Other hardy pioneers soon
made their way to the Spring Bay settlement, and in a few years we find
here Austin, Horace and Rowland Crocker; Phineas and I. C. Shottenkirk;
John, Isaac, Peter and David Snyder; -- Richard and Lewis Williams,
William and Jefferson Hoshor, C. A. Genoways, George Kingston, Joseph
Belsley, Louis Guibert, George Sommers, Angus McQueen, Elzy and Sampson
Bethard, Nicholas Henfling, William Hunter, John Stephenson, Jesse Dale,
David Mathis, Jacob Wilson, -- Donohue, George Hopkins, Hiram Curry,
Charles Fielder, Isaac and William Philips, "Red" Joseph Belsley and
Philip Bettelyune.
The energy and enterprise characteristic
of the "New York Yankees," at once took hold and commenced work in
earnest.
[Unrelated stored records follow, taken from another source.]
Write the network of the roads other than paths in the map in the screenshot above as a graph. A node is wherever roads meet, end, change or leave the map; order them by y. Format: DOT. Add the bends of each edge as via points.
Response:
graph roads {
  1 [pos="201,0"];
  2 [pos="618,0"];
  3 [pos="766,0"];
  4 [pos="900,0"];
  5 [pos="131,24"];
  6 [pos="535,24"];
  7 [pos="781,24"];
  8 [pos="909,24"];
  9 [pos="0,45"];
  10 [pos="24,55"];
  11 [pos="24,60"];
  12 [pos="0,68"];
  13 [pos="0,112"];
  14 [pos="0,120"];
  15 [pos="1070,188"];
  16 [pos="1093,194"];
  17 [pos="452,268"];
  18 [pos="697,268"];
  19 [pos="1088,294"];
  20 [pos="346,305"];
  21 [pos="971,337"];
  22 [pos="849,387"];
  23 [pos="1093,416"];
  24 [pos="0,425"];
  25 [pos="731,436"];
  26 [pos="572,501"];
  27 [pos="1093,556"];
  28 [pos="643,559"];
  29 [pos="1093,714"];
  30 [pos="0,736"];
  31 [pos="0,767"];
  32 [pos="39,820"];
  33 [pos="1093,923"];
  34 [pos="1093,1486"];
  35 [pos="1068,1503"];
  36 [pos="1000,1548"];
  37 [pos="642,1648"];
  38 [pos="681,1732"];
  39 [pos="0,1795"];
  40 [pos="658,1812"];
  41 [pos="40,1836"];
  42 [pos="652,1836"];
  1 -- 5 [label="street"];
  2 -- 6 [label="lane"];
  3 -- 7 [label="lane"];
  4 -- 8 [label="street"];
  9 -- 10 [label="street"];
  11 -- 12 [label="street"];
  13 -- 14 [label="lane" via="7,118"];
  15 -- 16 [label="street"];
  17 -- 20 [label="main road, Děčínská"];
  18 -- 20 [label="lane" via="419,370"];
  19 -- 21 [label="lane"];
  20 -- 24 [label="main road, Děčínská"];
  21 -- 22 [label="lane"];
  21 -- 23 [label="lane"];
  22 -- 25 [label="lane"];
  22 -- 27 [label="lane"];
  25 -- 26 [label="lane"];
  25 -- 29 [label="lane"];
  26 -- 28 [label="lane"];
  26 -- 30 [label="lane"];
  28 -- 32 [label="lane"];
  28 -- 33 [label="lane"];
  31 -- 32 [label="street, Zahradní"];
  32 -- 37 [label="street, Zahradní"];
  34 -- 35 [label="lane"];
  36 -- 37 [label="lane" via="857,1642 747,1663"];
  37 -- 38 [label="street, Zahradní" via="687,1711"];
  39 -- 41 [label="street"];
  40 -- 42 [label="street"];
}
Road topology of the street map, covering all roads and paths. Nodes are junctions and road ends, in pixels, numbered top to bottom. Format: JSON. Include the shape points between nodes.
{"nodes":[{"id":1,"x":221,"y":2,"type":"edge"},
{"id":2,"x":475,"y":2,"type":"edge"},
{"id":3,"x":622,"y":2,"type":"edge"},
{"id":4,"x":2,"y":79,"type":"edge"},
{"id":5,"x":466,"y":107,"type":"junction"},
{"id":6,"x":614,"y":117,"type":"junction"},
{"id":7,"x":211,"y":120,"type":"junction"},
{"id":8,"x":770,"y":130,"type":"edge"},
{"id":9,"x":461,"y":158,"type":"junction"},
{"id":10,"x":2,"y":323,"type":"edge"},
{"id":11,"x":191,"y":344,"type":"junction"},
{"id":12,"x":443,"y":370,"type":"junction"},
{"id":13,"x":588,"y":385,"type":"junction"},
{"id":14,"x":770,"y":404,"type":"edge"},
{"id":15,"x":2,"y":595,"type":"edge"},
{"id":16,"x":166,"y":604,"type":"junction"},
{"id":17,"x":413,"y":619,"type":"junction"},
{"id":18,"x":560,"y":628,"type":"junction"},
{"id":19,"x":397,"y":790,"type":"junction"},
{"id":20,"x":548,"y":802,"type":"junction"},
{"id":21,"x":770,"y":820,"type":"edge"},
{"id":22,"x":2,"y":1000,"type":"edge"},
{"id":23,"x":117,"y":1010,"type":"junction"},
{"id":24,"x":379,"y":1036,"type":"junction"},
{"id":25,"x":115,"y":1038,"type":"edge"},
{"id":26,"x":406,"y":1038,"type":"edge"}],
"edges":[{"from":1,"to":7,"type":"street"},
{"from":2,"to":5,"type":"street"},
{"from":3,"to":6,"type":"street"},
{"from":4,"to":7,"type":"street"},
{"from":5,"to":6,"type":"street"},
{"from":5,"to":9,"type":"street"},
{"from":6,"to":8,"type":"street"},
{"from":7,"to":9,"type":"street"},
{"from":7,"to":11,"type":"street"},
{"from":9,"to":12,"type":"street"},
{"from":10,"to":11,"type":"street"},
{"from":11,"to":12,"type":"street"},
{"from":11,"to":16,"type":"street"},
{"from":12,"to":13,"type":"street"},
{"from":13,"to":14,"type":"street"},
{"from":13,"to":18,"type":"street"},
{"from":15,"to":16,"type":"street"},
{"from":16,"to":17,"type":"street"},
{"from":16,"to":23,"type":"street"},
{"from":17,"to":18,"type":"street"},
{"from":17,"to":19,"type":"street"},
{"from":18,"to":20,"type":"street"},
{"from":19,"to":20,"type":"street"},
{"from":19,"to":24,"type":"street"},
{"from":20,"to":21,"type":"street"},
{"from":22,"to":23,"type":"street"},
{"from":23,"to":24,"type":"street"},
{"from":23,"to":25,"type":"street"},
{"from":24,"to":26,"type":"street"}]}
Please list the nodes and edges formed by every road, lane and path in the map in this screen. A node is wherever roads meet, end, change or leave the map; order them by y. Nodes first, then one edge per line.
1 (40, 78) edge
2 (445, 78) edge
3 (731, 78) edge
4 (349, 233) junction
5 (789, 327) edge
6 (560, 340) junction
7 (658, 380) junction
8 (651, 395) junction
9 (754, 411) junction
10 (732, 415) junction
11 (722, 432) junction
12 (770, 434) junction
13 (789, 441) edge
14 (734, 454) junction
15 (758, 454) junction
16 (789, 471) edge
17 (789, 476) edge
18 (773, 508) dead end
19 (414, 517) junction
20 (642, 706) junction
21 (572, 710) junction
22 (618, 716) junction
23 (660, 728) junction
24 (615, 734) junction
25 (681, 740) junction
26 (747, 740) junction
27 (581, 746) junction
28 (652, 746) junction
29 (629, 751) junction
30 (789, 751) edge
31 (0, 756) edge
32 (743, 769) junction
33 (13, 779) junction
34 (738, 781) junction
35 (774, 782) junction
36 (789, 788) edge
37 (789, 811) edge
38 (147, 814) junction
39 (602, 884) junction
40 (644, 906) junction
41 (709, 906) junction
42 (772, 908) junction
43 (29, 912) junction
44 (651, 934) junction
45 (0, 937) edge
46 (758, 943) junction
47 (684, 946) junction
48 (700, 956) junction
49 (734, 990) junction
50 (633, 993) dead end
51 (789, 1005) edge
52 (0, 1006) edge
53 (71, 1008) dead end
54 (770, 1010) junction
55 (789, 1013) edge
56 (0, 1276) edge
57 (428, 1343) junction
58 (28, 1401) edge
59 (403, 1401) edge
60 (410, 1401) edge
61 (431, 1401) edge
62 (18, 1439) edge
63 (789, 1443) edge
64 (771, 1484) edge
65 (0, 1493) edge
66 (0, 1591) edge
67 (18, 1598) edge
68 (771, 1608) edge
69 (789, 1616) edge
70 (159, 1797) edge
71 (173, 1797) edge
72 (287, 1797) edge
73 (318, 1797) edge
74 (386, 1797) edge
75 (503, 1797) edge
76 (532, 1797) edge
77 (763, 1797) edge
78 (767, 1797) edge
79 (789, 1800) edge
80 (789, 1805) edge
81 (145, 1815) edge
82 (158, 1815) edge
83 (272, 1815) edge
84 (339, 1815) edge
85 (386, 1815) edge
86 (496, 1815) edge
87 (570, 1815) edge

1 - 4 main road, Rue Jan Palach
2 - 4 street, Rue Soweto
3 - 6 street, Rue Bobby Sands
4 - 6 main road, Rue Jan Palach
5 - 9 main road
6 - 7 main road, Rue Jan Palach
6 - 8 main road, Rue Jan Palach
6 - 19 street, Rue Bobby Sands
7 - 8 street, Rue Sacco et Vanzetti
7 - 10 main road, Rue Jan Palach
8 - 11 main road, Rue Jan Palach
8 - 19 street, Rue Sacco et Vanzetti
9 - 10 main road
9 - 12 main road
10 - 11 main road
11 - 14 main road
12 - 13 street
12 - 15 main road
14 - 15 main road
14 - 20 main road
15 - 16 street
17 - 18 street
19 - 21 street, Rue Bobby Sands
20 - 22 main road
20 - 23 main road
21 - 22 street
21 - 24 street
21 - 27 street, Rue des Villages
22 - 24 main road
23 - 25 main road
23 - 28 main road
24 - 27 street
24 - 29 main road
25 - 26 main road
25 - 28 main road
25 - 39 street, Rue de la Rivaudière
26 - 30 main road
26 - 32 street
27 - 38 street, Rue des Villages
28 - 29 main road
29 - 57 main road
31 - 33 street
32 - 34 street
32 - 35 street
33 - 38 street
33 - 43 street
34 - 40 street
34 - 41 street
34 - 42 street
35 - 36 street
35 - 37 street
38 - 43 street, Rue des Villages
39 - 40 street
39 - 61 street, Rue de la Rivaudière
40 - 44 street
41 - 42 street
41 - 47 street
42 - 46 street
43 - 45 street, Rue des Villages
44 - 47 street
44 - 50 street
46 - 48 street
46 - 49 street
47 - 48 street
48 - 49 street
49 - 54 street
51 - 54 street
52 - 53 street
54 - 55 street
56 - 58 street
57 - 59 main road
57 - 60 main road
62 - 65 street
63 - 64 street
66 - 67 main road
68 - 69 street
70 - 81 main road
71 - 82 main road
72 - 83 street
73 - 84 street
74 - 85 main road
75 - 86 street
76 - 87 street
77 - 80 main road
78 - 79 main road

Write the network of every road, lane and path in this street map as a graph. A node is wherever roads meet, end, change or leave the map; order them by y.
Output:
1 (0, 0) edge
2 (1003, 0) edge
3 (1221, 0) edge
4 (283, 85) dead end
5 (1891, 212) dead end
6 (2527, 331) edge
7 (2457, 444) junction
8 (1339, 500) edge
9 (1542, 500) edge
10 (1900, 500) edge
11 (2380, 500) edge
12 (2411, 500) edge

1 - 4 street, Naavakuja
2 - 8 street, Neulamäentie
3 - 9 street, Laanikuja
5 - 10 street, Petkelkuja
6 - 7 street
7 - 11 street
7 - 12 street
Crocker's mill, one of the first water mills built in the
county, still stands a monument to their enterprise, and performs its
allotted tasks with as much despatch as it did forty years ago.
Philip Betteyune and the Snyders were from Pennsylvania, and, like
all the old "Pennsylvania Dutch," of course became the most prosperous
farmers. They built good barns, on the principle that "barns will
soon pay for dwelling houses, but dwelling houses never pay for
barns." The Williamses, from Indiana; the Hoshors and Genoways, from
Ohio, have been active men in their day, and those who still survive have
lost none of their former energy. Elzy and Sampson Bethard came from
Maryland; the Belsleys, George Sommers, Louis Guibert, from the vine-clad
hills of sunny France; George Kingston, from the "Gem of the Say;" Angus
McQueen, from the "banks and braes of Bonny Doon," and Nicholas Henfling,
from the "Faderland," and from them developed some of the worthy and solid
old farmers of the country.
Of the rest, William Hunter,
John Stephenson, Jesse Dale (Dale lived here but a short time, when he
removed into the Metamora settlement), David Mathis, Jacob Wilson, --
Donohue, George Hopkins, Hiram Curry, the Philipses and Charles Fielder,
but little information could be obtained.
Although this was
termed the Spring Bay settlement, many of the parties whose names are
given above settled in Worth and Partridge Townships. Bettelyune,
"Red" Jo Belsley, as he was called, the Snyders and Louis Guibert -
perhaps others - settled in what is now Partridge Township; while quite a
number, of which were the Williamses, who first settled there with their
father, "Squire Benjamin Williams, were in the present town of
Worth.
The Illinois River, with its "Broadening sweep and
surge subline," the thick forests on the adjacent hills, and the hundreds
of springs of pure water bursting
from tile ground in “crystal floods,” were some of the attractions that
brought the early settlers to this spot. Plenty of timber for building and
fuel, and water in unlimited quantities, were objects not to be passed by
in the search for future homes. These unfailing springs they soon utilized
by building mills to which they supplied the power.
Crocker’s
mill, one of the first of its kind in the county; Hoshor’s, built a few
years later, and to which was added a distillery, in Spring Bay Township,
and Guibert’s mill, in Partridge, were operated principally by them. If it
was not “A land of corn and
wine, or milk and honey,” it
was at least highly productive of the first, and we have the evidence of
an old settlers, that they “used to raise 100 bushels of corn to the
acre,” in the bottom lands. Of course so much corn must be disposed of in
some way, and this suggested the distillery, which became an institution
of the settlement at an early day, and supplied the “invigorating cordial”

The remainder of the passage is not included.